General Conclusions, Comments, and Recommendations

From the above discussion, it is reasonable to conclude that IDO induction is not the only determinant of the increase in the plasma [Kyn]/[Trp] ratio in vivo. Other determinants are liver TDO activity, increased flux of Trp through TDO, and KP enzymes influencing [Kyn], especially KMO, KYNU, and to a lesser extent KAT. Thus, in the absence of direct proof of induction of IDO activity, it is necessary to establish the potential role(s) of these other determinants and explore the contributions of various factors influencing them. This approach is likely to help establish clearly the underlying mechanism(s). Adopting the following recommendations may help achieve this clarity.

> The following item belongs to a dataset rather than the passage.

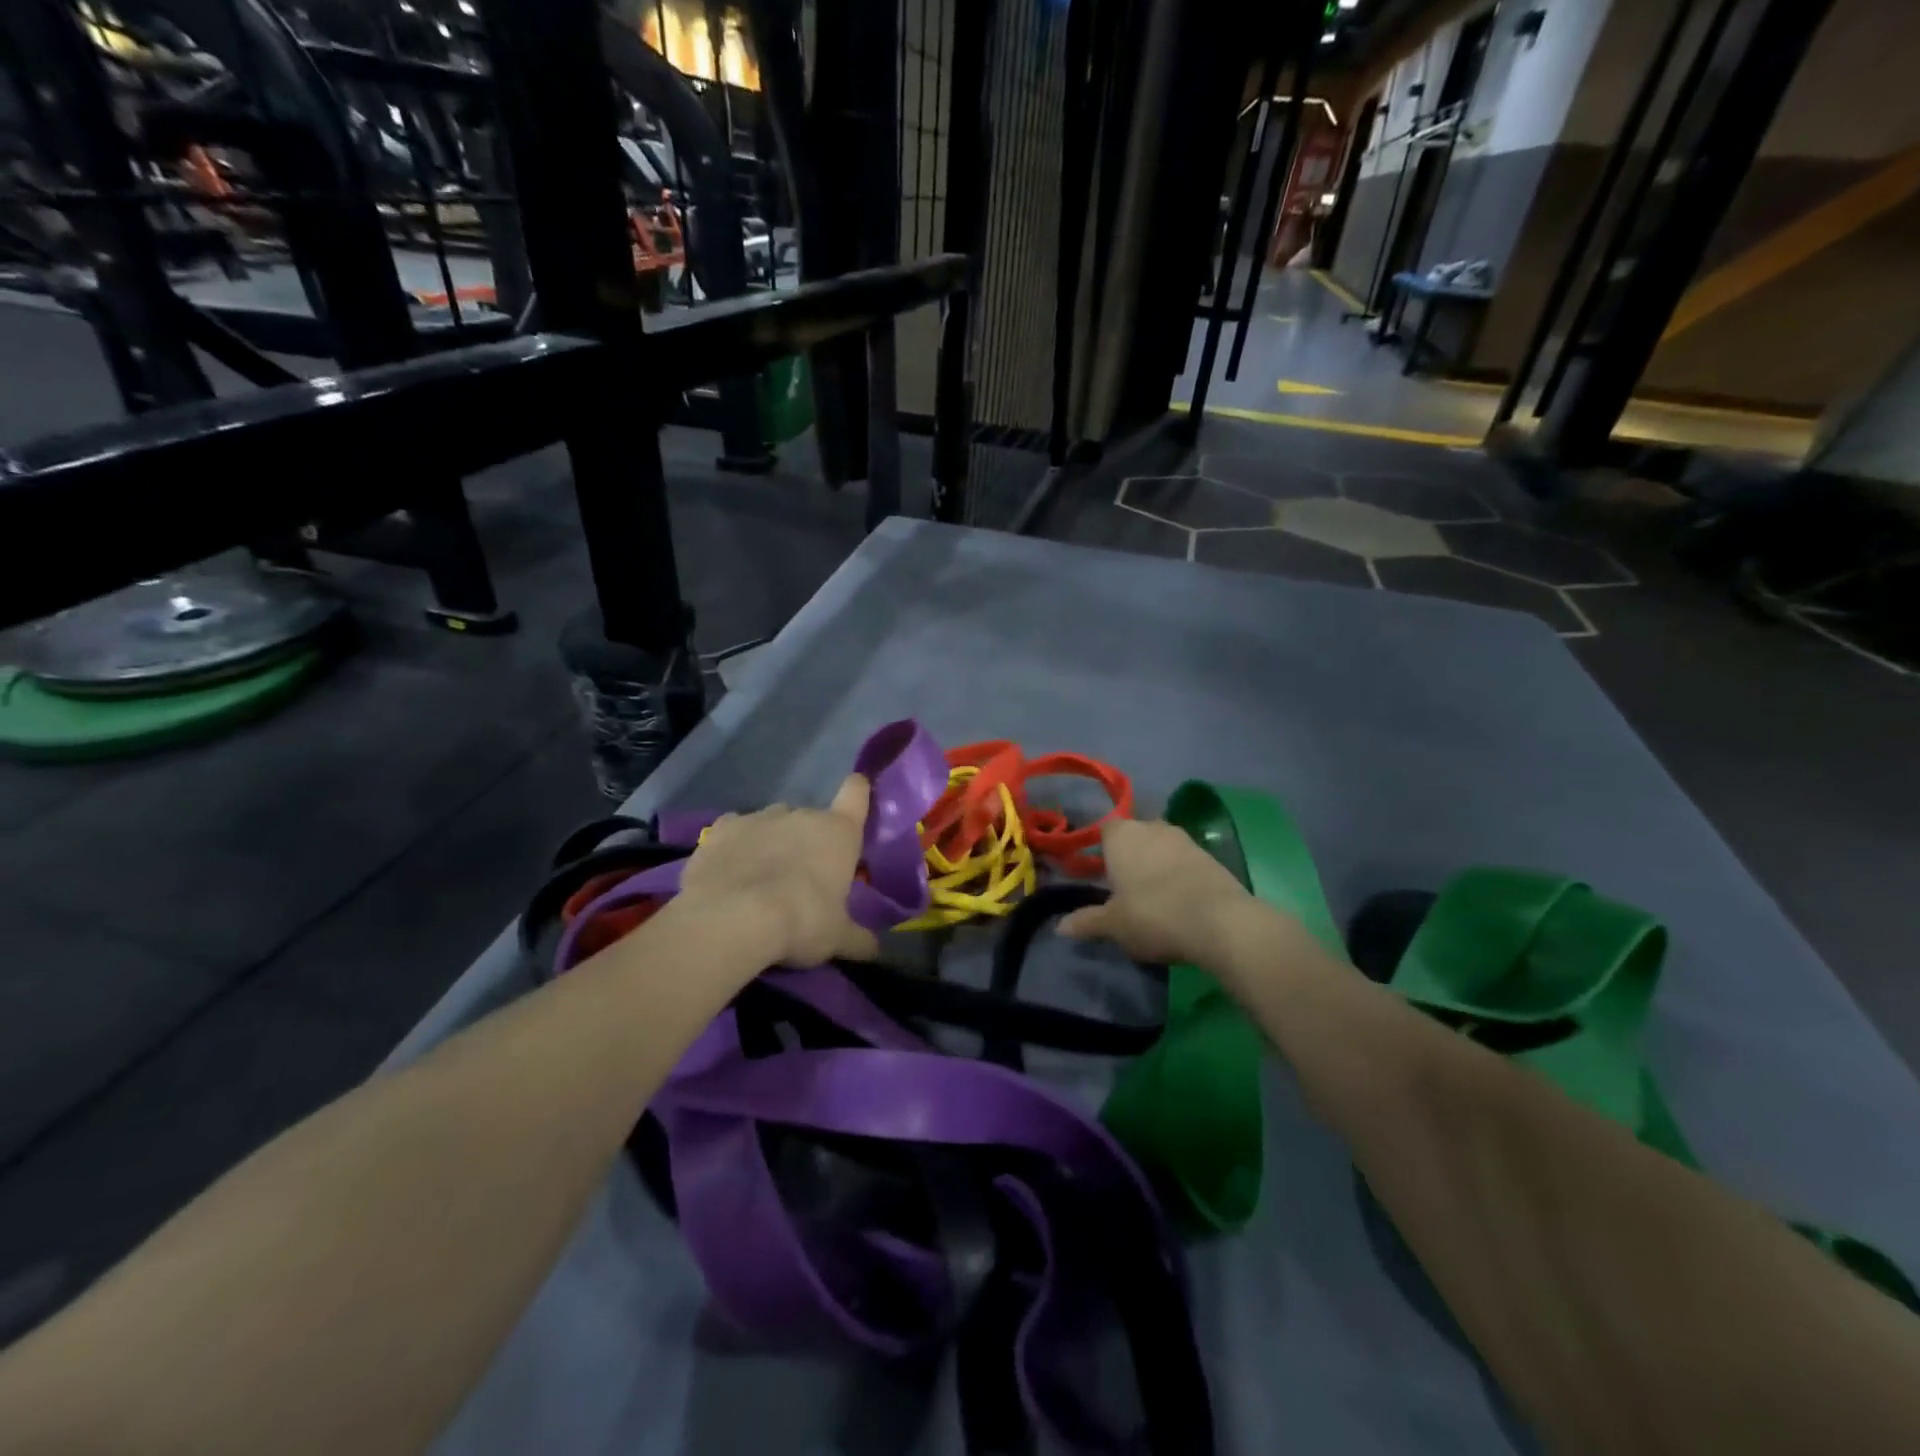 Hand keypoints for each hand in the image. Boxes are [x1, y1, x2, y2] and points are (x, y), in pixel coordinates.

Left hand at [676, 774, 881, 966]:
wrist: (732, 919)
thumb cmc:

Indoleamine 2,3-dioxygenase induction. This requires primarily demonstration of increased enzyme catalytic activity in suitable cells, eg PBMC. If this is not possible, supporting evidence should be sought in an increase in plasma neopterin and proinflammatory cytokines, especially IFN-γ, IL-6, and/or TNF-α, a decrease in plasma [Trp] and an increase in [Kyn] at least at high IDO induction levels. Tryptophan 2,3-dioxygenase induction, increased flux of free Trp and inhibition of KMO and KYNU should be excluded using the criteria described below.

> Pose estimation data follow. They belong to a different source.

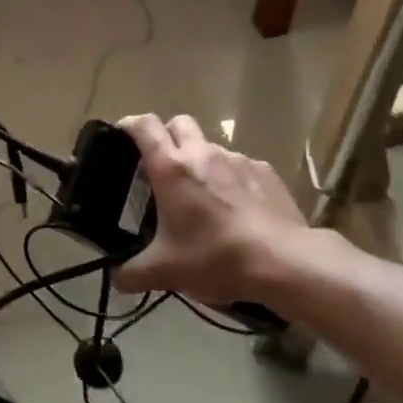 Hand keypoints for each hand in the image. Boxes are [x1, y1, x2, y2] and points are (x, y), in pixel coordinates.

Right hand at [113, 114, 325, 304]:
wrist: (284, 262)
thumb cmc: (215, 256)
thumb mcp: (165, 271)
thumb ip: (133, 273)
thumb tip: (117, 279)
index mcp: (171, 167)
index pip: (144, 126)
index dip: (130, 125)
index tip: (122, 136)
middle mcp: (202, 153)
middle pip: (179, 123)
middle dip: (167, 136)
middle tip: (161, 165)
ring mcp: (238, 160)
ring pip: (211, 146)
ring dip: (201, 161)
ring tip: (203, 195)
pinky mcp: (265, 172)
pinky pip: (241, 166)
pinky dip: (232, 178)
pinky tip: (237, 207) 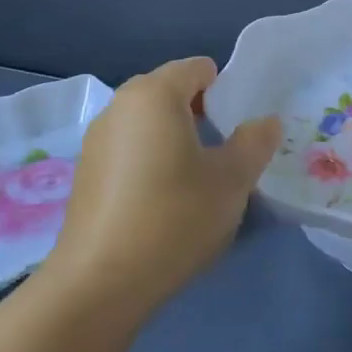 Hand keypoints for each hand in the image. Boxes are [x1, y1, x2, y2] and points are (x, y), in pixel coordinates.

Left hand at [41, 57, 280, 314]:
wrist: (101, 282)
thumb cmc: (174, 218)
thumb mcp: (231, 181)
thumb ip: (255, 142)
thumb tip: (266, 121)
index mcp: (154, 94)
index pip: (197, 68)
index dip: (226, 90)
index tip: (240, 128)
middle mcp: (119, 105)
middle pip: (169, 92)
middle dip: (201, 114)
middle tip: (224, 154)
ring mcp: (96, 139)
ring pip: (147, 122)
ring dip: (174, 138)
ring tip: (195, 181)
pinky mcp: (85, 172)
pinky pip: (128, 148)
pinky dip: (149, 160)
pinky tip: (160, 202) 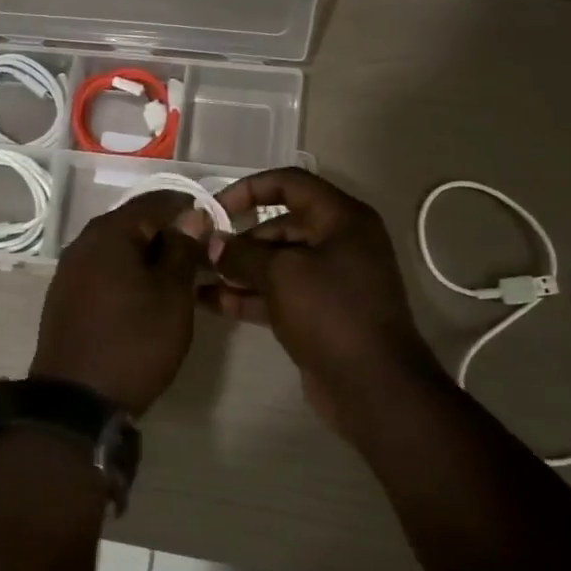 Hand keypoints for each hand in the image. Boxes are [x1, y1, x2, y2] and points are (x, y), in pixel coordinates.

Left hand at [31, 191, 207, 416]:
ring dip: (148, 255)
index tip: (216, 231)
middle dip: (169, 234)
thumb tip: (191, 216)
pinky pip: (104, 269)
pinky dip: (128, 273)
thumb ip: (183, 248)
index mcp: (110, 231)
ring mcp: (70, 269)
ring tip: (178, 279)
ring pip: (119, 247)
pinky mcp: (66, 295)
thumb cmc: (134, 341)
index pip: (157, 200)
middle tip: (200, 258)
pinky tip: (145, 297)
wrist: (77, 401)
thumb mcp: (172, 294)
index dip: (190, 210)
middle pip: (134, 222)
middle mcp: (84, 241)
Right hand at [204, 169, 440, 439]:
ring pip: (276, 263)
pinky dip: (248, 295)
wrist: (373, 386)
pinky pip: (278, 294)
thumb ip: (243, 253)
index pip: (290, 184)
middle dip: (239, 237)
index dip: (250, 189)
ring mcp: (329, 280)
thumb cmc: (331, 313)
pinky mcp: (318, 313)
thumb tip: (213, 243)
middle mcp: (338, 243)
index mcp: (342, 219)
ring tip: (197, 276)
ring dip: (238, 269)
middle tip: (201, 251)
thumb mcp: (282, 274)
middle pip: (280, 226)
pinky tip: (211, 302)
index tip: (216, 208) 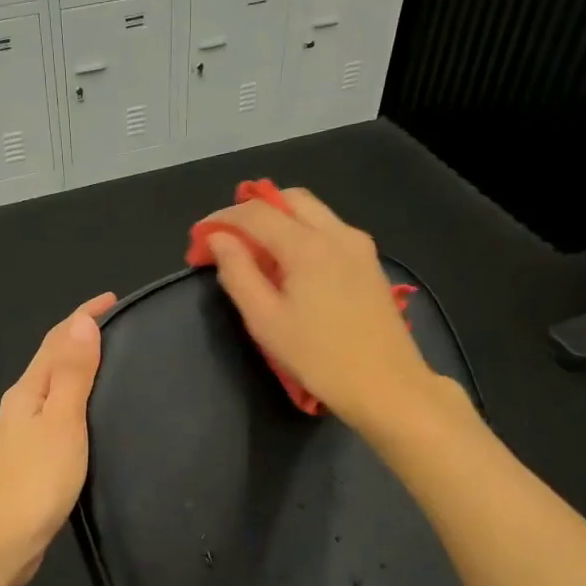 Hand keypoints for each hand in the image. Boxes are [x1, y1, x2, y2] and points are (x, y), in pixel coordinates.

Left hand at [0, 291, 116, 585]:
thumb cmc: (34, 480)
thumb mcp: (61, 421)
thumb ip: (72, 374)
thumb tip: (80, 321)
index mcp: (28, 391)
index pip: (56, 340)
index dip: (82, 316)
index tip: (111, 298)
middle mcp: (21, 406)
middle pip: (51, 360)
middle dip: (80, 338)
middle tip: (118, 328)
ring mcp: (21, 435)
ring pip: (53, 389)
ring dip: (77, 369)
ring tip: (110, 364)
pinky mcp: (29, 461)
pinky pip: (56, 417)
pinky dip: (75, 403)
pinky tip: (89, 417)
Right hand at [201, 188, 434, 428]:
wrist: (387, 385)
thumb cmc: (318, 358)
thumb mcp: (265, 321)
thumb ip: (238, 273)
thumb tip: (219, 240)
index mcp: (308, 245)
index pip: (256, 213)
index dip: (221, 219)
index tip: (199, 238)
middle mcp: (337, 233)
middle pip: (288, 200)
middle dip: (253, 211)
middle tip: (228, 240)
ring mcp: (359, 245)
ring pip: (312, 212)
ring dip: (279, 220)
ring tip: (256, 254)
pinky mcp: (370, 262)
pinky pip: (329, 230)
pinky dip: (303, 233)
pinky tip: (291, 266)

Tryptophan 2,3-dioxygenase induction. This requires demonstration of decreased plasma [Trp] and increased plasma [Kyn], [cortisol], and/or flux of free Trp. In addition, induction of TDO and possibly also IDO should lead to decreased plasma-free [Trp] and there may be a case for using the plasma [Kyn]/[free Trp] ratio, which appears to be more informative regarding Trp oxidation.[65]

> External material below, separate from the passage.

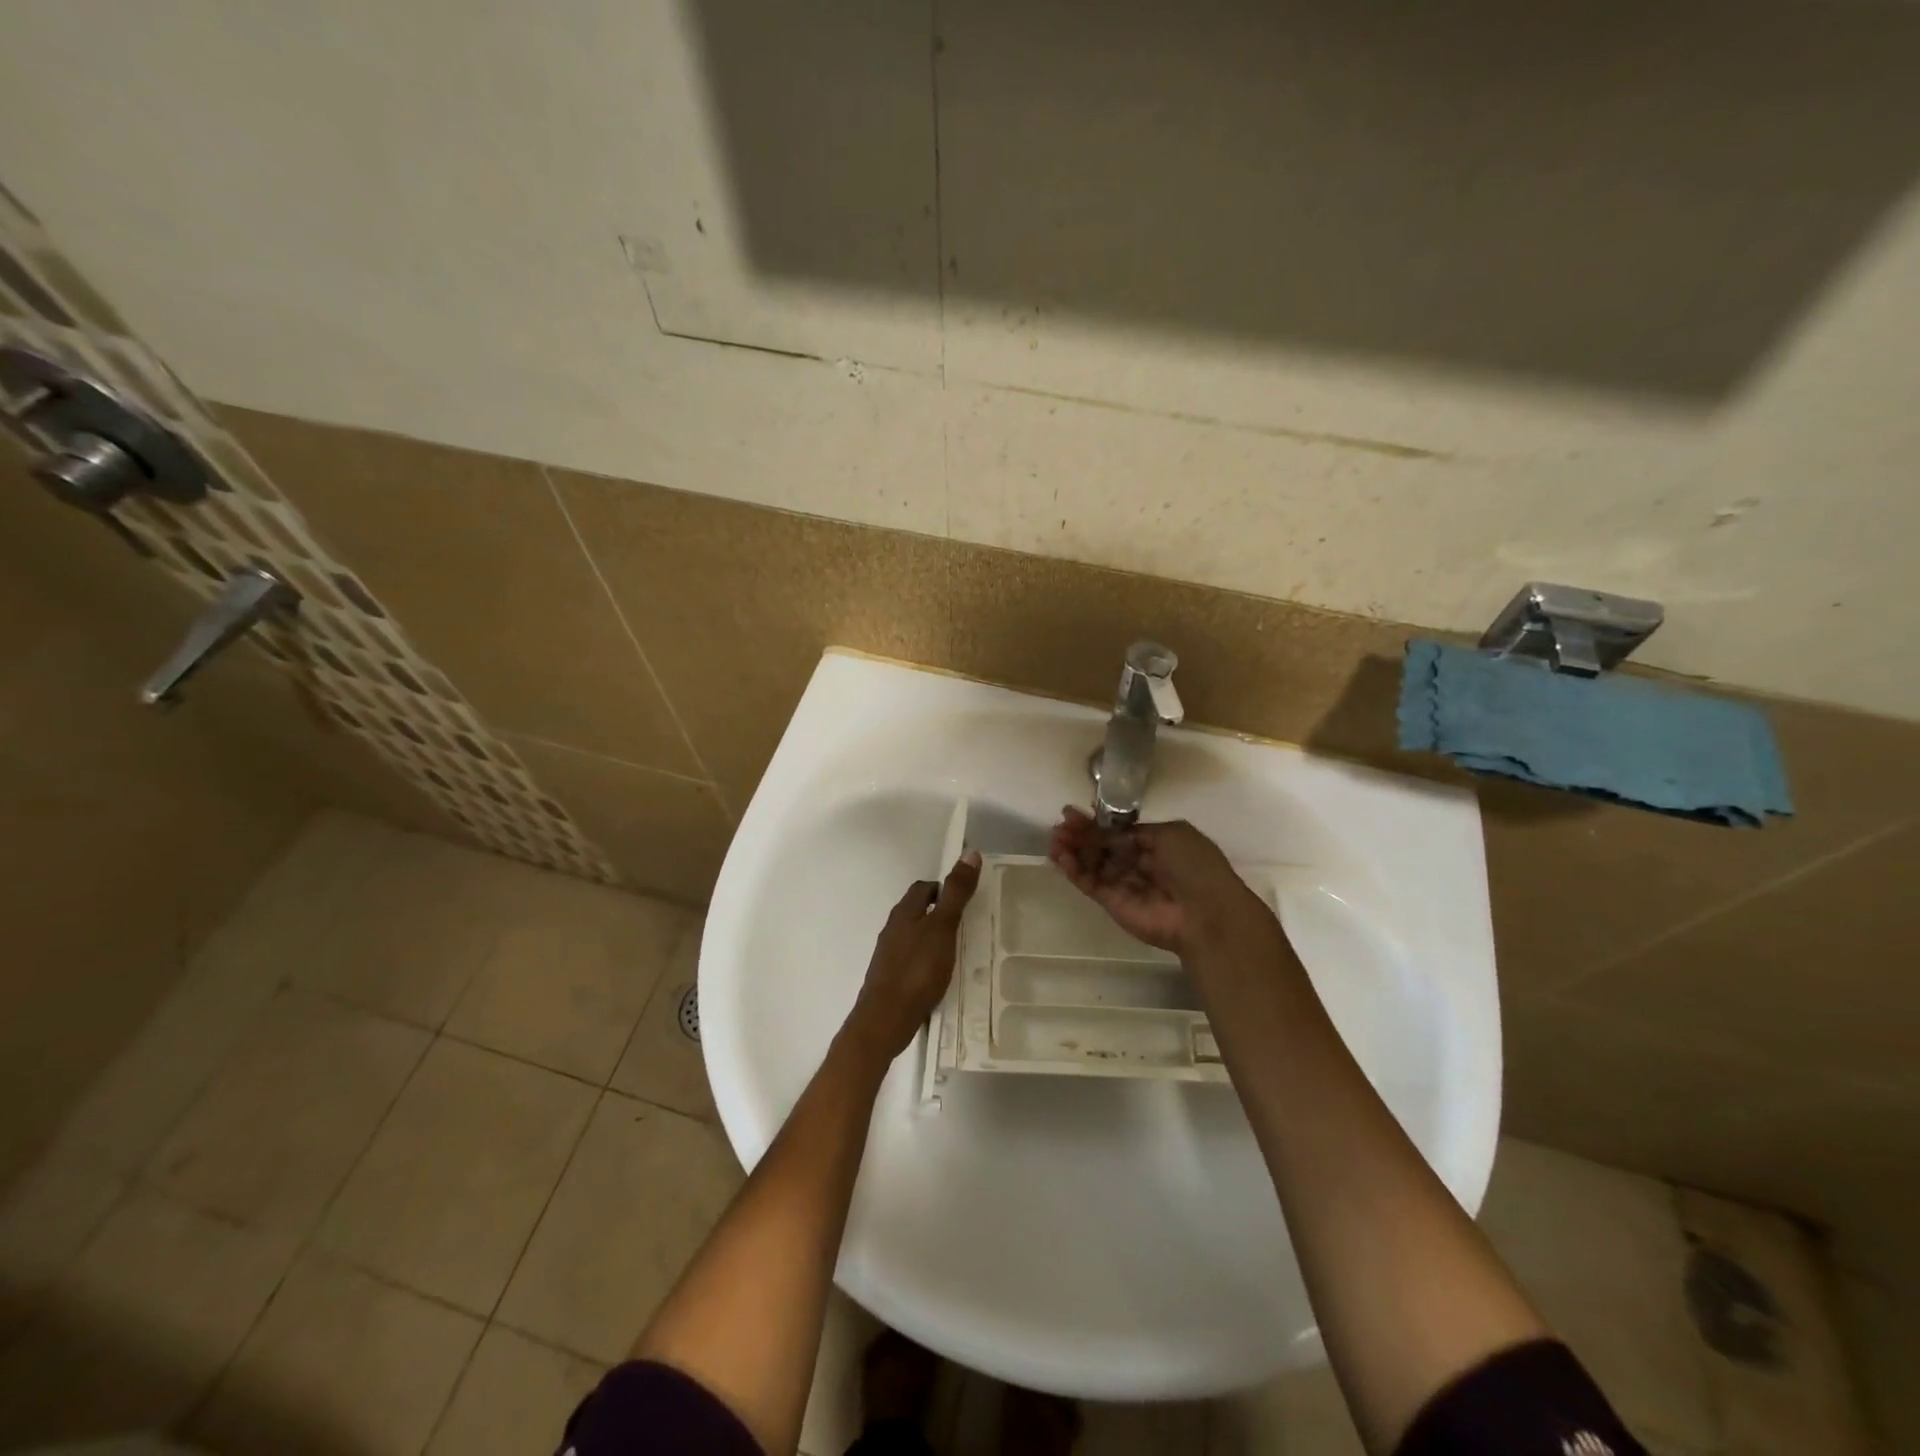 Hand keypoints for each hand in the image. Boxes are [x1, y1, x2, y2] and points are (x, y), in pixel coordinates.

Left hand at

Increased flux of plasma-free Trp down the KP. This requires demonstration of increased plasma-free [Trp] and [Kyn] and increased [NEFA] and/or decreased [albumin], with total [Trp] preferably decreased.

Kynurenine monooxygenase. KMO inhibition has not been encountered in disease states, but, if suspected, it will require demonstration of increased plasma [Kyn], [KA], and [AA], decreased plasma [3-HK], [3-HAA] and [QA] and absence of a decrease in plasma [Trp]. Upregulation of KMO, however, will, among others (Table 2), lower the ratio.

Kynureninase inhibition. This will increase the ratio, lower [AA], [3-HAA], and [QA] and possibly increase the transamination products KA and XA.

It is hoped that measurements of these additional experimental parameters will contribute to a clearer understanding of the Trp status in immune studies and in relation to IDO involvement in immune and related diseases, and improve and strengthen the diagnostic value of the [Kyn]/[Trp] ratio.